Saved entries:
>>>>>
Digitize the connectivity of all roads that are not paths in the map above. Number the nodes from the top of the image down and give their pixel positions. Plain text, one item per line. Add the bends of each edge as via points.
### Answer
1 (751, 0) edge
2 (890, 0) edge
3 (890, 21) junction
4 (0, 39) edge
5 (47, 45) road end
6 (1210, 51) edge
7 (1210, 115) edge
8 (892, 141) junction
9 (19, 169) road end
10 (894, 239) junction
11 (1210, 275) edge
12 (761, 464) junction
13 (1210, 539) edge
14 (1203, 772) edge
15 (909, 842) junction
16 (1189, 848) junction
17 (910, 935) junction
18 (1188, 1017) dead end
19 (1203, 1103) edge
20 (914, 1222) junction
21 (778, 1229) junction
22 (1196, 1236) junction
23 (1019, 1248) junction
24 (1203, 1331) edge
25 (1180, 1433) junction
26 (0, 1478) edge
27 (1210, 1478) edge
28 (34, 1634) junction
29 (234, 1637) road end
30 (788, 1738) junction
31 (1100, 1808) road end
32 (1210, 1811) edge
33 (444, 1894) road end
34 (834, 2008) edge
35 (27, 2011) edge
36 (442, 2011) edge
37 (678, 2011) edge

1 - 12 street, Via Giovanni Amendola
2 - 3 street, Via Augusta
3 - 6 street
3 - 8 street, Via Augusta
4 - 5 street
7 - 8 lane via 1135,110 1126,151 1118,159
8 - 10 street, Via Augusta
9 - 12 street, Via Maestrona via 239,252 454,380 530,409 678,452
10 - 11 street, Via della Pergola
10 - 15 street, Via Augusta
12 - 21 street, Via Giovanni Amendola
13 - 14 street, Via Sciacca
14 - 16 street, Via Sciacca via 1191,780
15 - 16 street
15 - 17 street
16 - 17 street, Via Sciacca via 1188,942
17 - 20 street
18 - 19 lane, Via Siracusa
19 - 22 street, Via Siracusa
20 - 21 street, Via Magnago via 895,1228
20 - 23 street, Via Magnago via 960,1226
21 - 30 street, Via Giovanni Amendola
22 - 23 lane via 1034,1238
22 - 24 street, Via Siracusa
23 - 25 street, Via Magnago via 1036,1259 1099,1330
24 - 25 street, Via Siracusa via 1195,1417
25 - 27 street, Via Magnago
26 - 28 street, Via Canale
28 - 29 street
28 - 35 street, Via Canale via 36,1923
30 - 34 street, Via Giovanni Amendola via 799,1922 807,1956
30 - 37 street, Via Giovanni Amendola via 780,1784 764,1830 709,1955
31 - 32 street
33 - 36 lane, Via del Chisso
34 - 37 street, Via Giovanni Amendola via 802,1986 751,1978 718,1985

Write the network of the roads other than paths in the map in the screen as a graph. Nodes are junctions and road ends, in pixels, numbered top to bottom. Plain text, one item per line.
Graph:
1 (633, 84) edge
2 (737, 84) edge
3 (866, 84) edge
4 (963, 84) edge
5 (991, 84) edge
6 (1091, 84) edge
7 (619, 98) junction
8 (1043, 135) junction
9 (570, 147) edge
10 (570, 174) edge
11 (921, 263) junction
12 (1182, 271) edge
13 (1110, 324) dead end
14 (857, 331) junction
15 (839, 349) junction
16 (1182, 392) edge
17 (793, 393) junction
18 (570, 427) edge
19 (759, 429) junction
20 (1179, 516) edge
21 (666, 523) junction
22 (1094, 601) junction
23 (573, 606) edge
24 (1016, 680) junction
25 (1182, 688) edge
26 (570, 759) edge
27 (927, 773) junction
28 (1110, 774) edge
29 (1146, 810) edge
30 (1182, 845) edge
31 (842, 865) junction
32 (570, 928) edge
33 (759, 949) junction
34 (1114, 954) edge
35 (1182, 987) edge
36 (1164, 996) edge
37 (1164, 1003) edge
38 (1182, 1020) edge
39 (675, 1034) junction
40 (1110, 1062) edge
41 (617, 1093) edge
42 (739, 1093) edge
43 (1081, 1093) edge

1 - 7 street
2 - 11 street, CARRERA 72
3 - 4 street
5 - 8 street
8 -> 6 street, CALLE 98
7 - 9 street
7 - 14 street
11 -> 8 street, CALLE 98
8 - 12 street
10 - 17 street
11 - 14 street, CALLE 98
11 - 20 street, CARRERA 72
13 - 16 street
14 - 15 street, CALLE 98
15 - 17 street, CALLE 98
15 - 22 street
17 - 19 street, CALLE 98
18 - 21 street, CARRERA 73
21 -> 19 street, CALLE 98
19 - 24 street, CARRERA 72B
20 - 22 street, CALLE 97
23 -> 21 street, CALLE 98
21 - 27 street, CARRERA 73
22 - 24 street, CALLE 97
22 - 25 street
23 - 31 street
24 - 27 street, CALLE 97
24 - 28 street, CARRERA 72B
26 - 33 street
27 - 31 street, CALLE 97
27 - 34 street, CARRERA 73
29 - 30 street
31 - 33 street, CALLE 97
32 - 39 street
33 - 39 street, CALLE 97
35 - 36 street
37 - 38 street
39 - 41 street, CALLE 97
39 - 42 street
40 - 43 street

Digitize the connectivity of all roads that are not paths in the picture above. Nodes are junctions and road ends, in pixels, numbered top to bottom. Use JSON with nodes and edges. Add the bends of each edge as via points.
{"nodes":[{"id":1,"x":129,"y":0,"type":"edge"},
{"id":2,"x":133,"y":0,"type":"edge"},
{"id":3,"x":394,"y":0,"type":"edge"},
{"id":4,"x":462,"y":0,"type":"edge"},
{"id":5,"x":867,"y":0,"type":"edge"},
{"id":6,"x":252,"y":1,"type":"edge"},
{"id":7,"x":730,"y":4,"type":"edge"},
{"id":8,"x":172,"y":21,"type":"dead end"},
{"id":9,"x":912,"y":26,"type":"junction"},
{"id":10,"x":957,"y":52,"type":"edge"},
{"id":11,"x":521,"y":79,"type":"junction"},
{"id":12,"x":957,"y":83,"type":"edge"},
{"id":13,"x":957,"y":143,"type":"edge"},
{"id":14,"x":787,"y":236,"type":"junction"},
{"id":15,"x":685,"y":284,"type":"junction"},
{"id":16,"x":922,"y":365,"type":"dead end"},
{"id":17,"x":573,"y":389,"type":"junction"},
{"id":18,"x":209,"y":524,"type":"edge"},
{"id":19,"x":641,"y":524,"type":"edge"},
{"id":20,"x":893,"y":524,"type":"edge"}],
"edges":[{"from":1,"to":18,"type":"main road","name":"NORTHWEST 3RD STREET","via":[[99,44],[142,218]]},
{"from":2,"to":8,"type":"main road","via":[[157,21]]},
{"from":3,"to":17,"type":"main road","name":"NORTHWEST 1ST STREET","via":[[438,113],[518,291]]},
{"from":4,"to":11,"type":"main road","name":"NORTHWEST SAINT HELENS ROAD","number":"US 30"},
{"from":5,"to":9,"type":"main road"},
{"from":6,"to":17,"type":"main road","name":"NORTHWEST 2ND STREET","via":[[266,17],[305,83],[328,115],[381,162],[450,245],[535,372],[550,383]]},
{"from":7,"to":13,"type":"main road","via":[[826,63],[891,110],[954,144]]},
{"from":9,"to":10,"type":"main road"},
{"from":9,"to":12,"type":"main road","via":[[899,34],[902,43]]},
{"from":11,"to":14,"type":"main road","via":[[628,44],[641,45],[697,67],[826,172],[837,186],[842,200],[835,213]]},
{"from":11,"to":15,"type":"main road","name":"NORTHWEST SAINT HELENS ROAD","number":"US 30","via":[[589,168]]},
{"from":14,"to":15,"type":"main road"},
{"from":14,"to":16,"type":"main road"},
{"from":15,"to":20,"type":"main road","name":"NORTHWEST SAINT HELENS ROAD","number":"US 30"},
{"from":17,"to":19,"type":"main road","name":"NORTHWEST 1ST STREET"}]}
<<<<<
## EXERCISE BRIEF
Whenever the string "lane" shows up in a line above, copy that line.

## WRITTEN RESPONSE
7 - 8 lane via 1135,110 1126,151 1118,159
18 - 19 lane, Via Siracusa
22 - 23 lane via 1034,1238
33 - 36 lane, Via del Chisso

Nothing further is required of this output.